Most private health insurance providers will participate in the government established exchanges. The Capps Amendment explicitly prohibits these insurance providers from discriminating against health care providers (e.g., hospitals and clinics) because they “provide, pay for, provide coverage of, or refer for abortions.” In other words, if a private insurance company participates in a government exchange, which most will, it must cover the exchange member’s abortions. This means the federal funds used to subsidize the premiums of exchange members will pay for abortions. So not only will all participants in a “public option” be forced to fund abortions, but all participants in universal health care will be forced to fund abortions.
Finally, perhaps you have heard the claim that because the Hyde Amendment is still in effect, a government plan couldn’t fund abortions even if it wanted to. Rep. Ron Klein (D-FL), for example, recently stated: “There are no federal tax dollars that will fund abortion under the bill. The Hyde Amendment…already bars federal funding for abortion. It still exists. It will not change. There is nothing in the bill that will change that.” This is false.

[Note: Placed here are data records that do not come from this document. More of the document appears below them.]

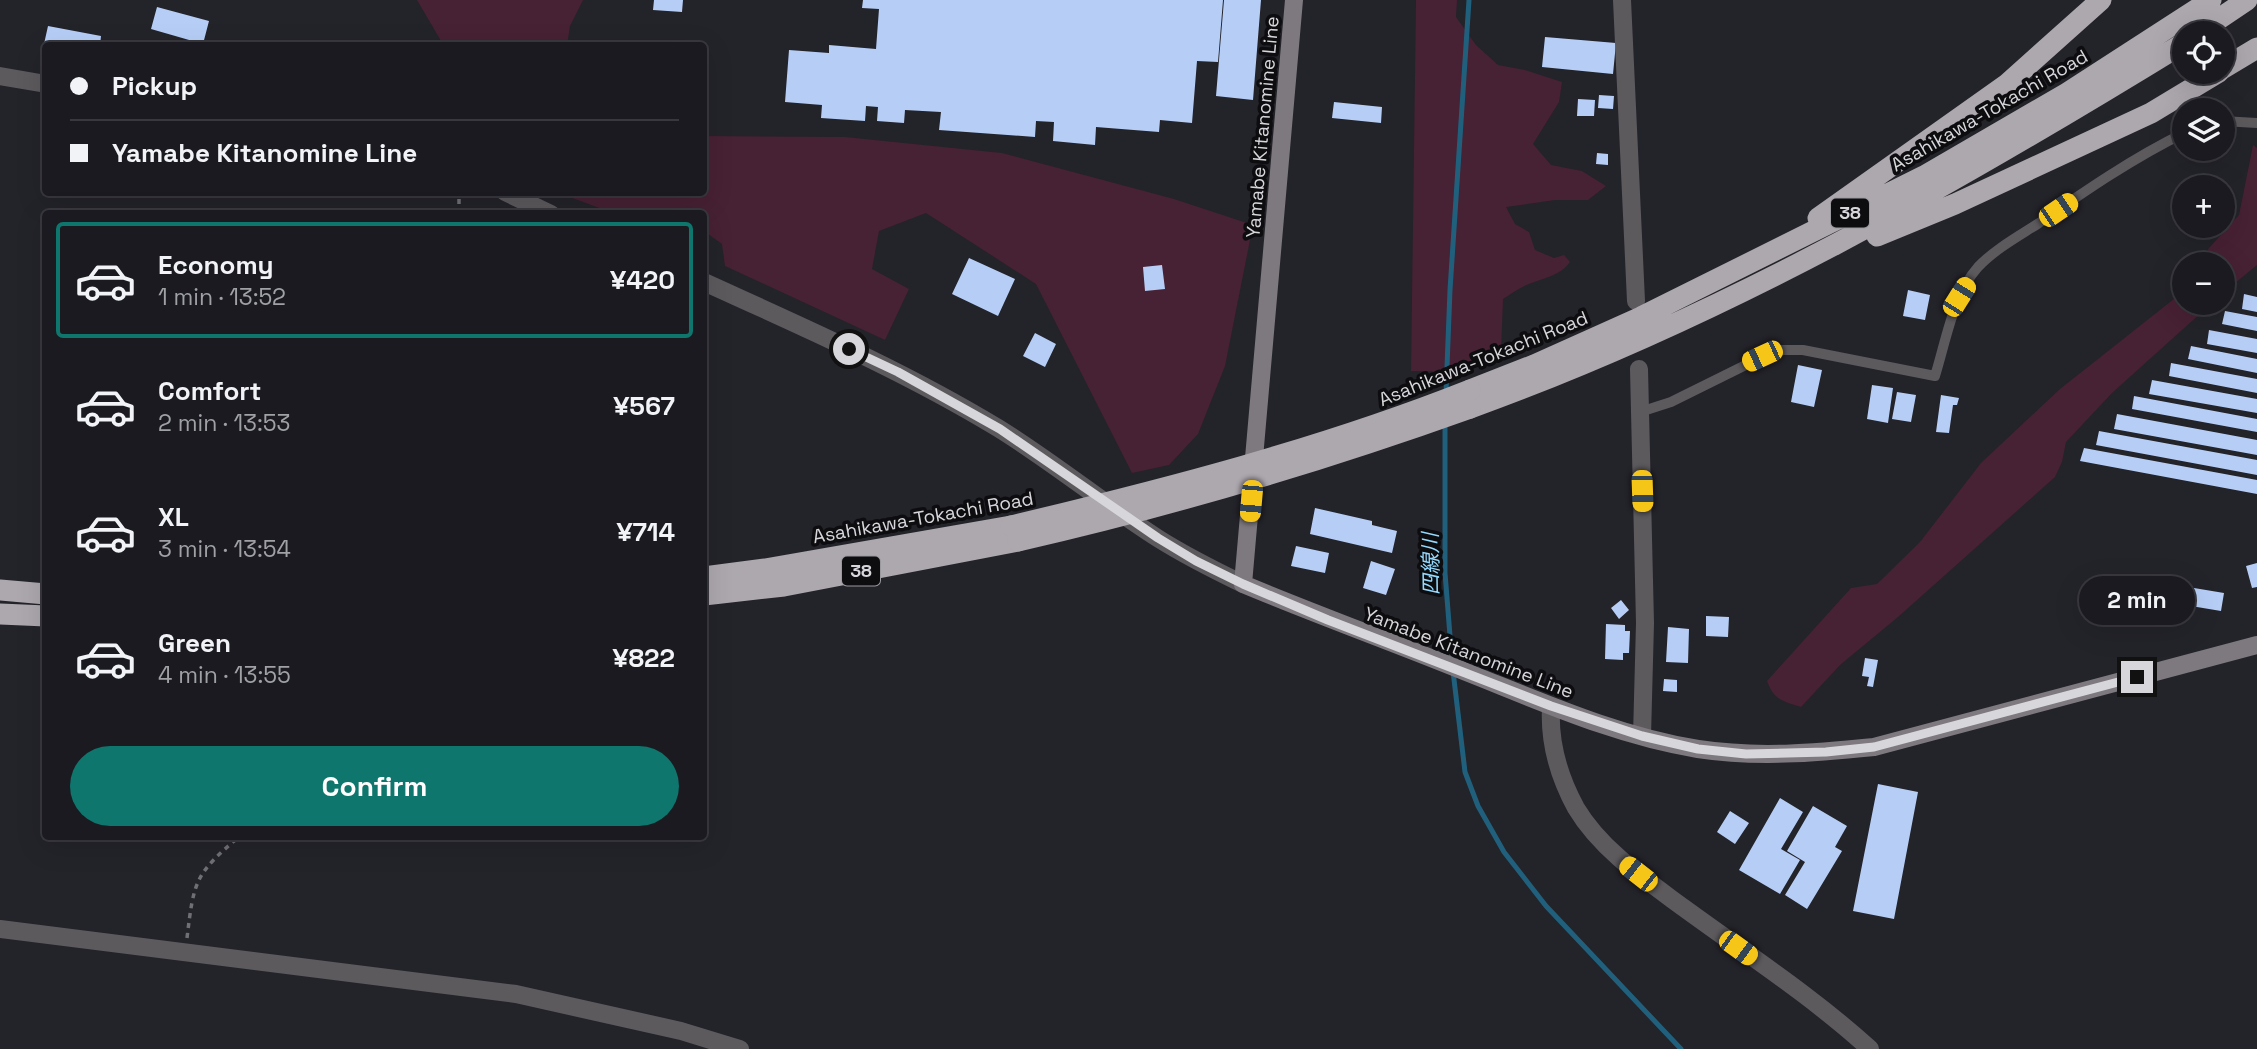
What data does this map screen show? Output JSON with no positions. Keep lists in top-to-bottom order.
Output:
{
  "streets": {
    "highway": ["Asahikawa-Tokachi Road", "38"],
    "main road": ["Yamabe Kitanomine Line"]
  },
  "crossings": [
    ["Asahikawa-Tokachi Road", "38"]
  ],
  "water": ["四線川"],
  "page": {
    "map_buttons": ["+", "−"],
    "banner": ["Pickup", "Yamabe Kitanomine Line"],
    "list": [
      {
        "name": "Economy",
        "note": "1 min · 13:52",
        "value": "¥420"
      },
      {
        "name": "Comfort",
        "note": "2 min · 13:53",
        "value": "¥567"
      },
      {
        "name": "XL",
        "note": "3 min · 13:54",
        "value": "¥714"
      },
      {
        "name": "Green",
        "note": "4 min · 13:55",
        "value": "¥822"
      }
    ],
    "bubble": "2 min",
    "buttons": "Confirm"
  }
}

The text of the Hyde Amendment reads: “None of the funds appropriated in this Act […] shall be expended for health benefits coverage that includes coverage of abortion” (sec. 507, emphasis added). The “Act” to which it refers is the annual appropriations bill passed in order to fund the work of the Department of Health and Human Services. But the federal funds collected by Americans to pay for universal health care would not be designated as funds “appropriated in [the HHS funding] Act” . So the restrictions on abortion funding imposed by the Hyde Amendment are utterly unrelated to the funding liberties secured by HR 3200. It gets worse. The restrictions imposed by the Hyde Amendment will be effectively annulled by HR 3200, since that bill, as I have shown, requires all abortions formerly restricted under Hyde to be funded under a “public option.”

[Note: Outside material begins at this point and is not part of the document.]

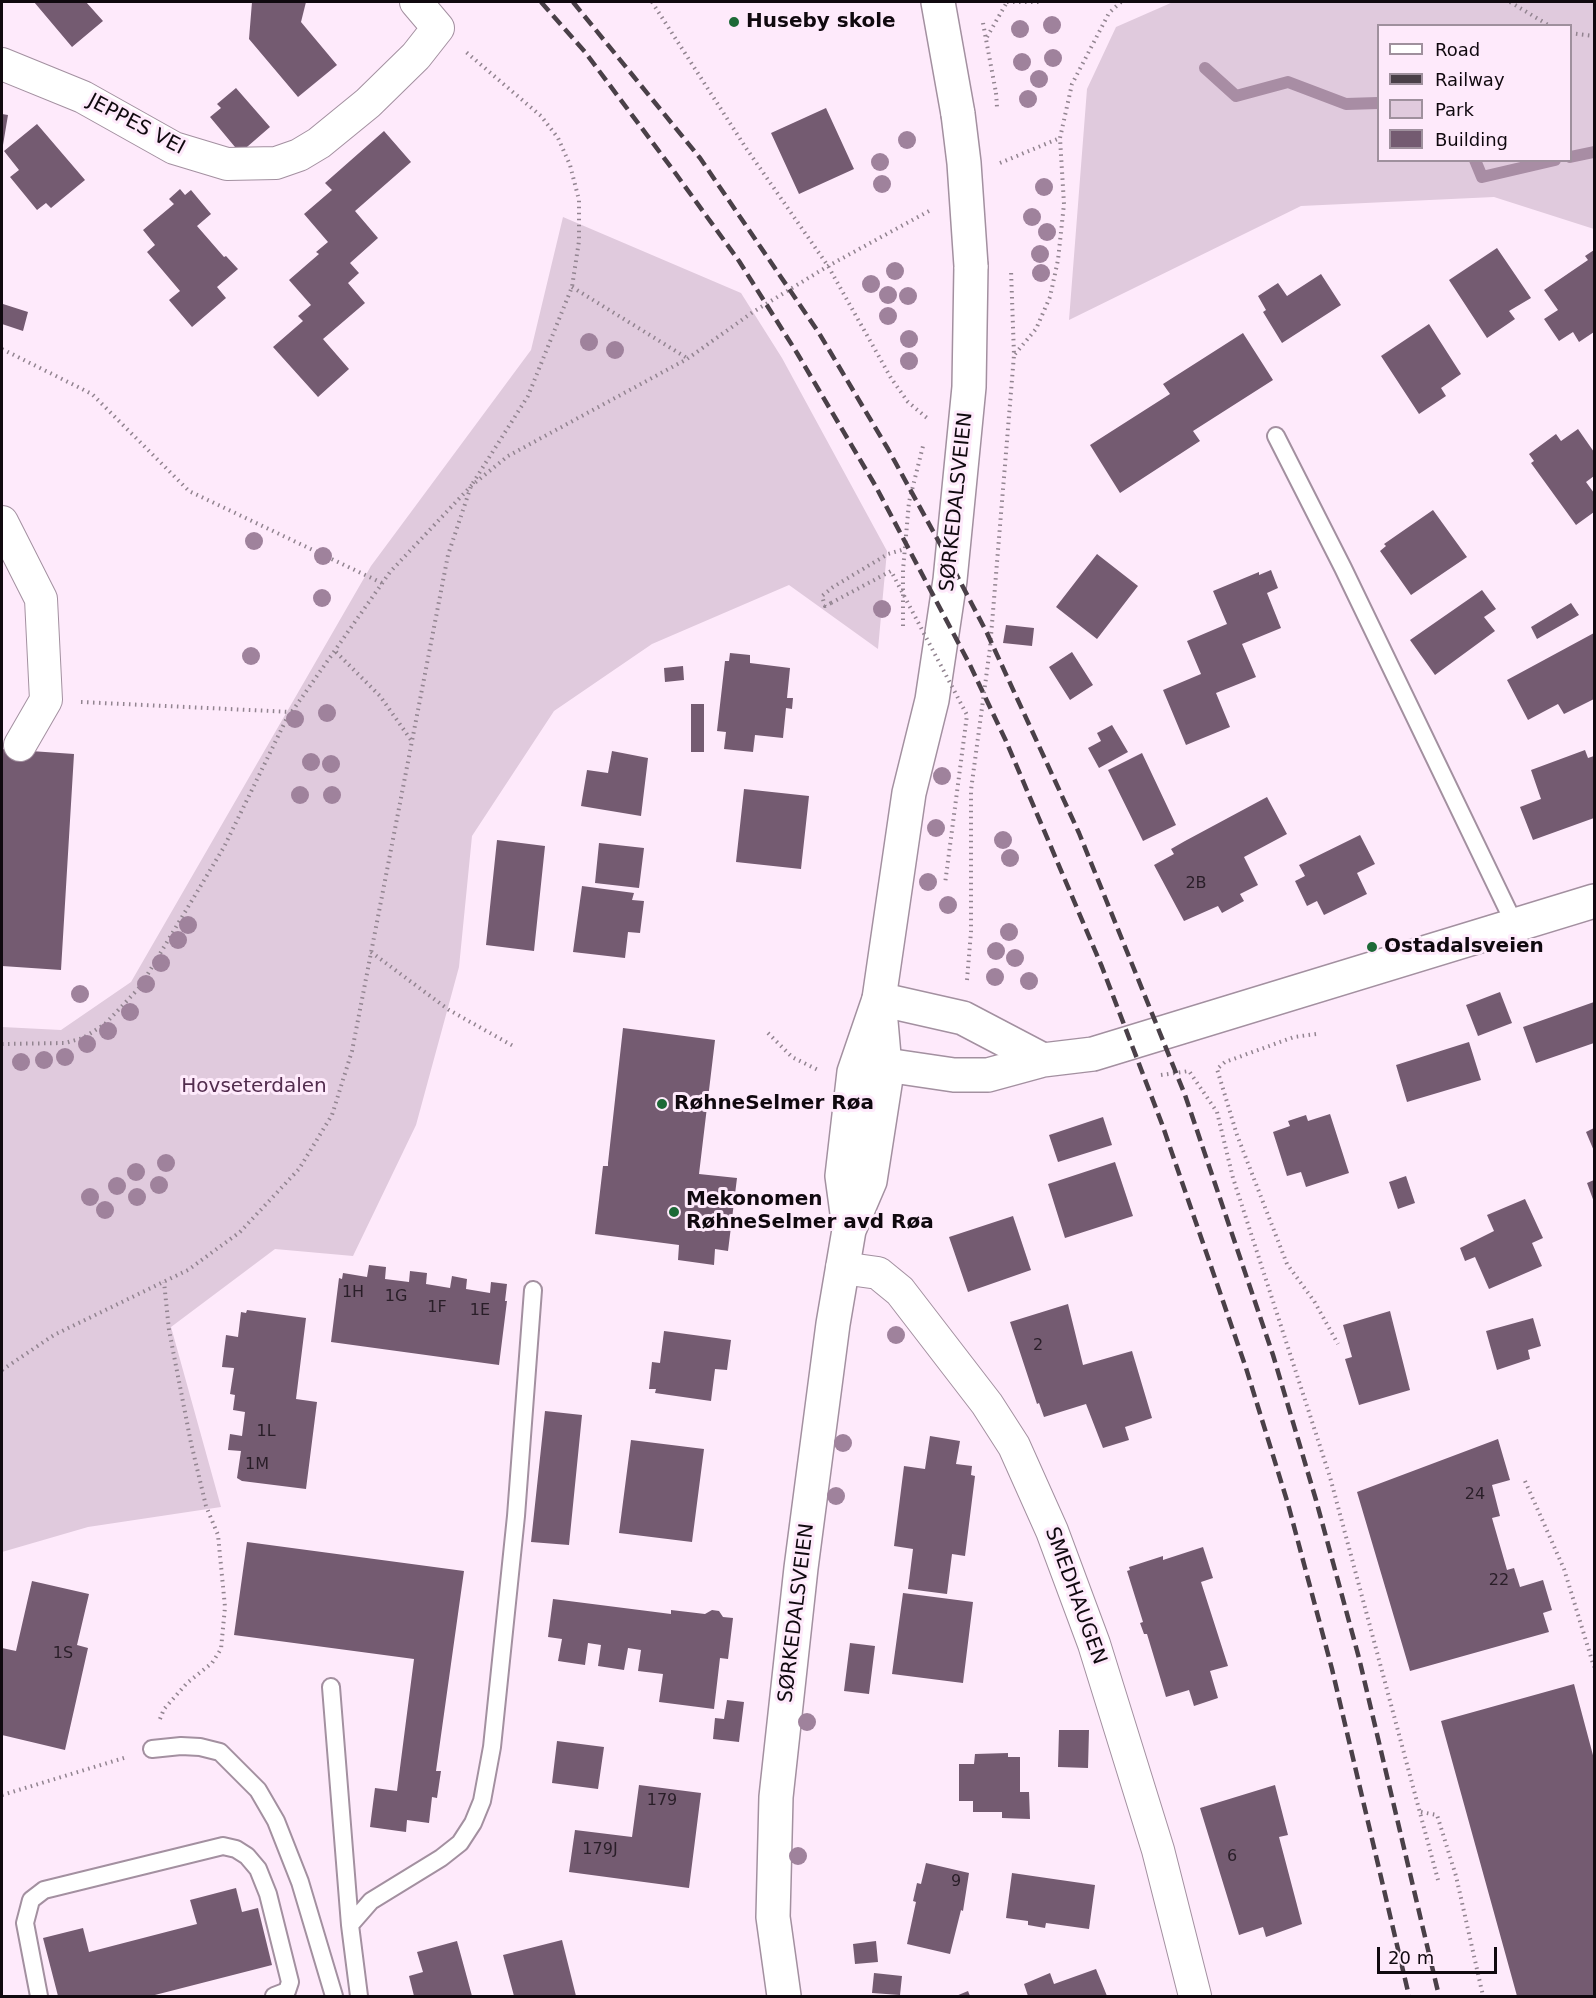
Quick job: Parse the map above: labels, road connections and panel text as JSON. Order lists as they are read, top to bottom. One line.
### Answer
{"streets":{"main road":["SØRKEDALSVEIEN"],"street":["JEPPES VEI","SMEDHAUGEN"]},"crossings":[["SØRKEDALSVEIEN","SMEDHAUGEN"]],"parks":["Hovseterdalen"],"places":["Huseby skole","Ostadalsveien","RøhneSelmer Røa","Mekonomen RøhneSelmer avd Røa"],"house_numbers":["2B","1H","1G","1F","1E","2","1L","1M","24","22","1S","179","179J","6","9"],"legend":["Road","Railway","Park","Building"],"scale_bar":"20 m"}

In other words, abortion will be available for federal funding under both the private option and the government subsidized exchange options. Presently, because of the Hyde Amendment, only abortions in extreme situations (e.g., rape, incest, threat to the life of the mother) can be federally funded. If HR 3200 and its counterpart in the Senate are voted into law, the federal government, with our money, will go from funding a very small number of abortions annually to funding almost all our country’s annual abortions.
Tell your public representatives, your neighbors, anyone who will listen, that federally mandated abortion coverage
in HR 3200 and the “Baucus Bill”
is a categorical deal-killer.
Time is short. A vote on healthcare is imminent.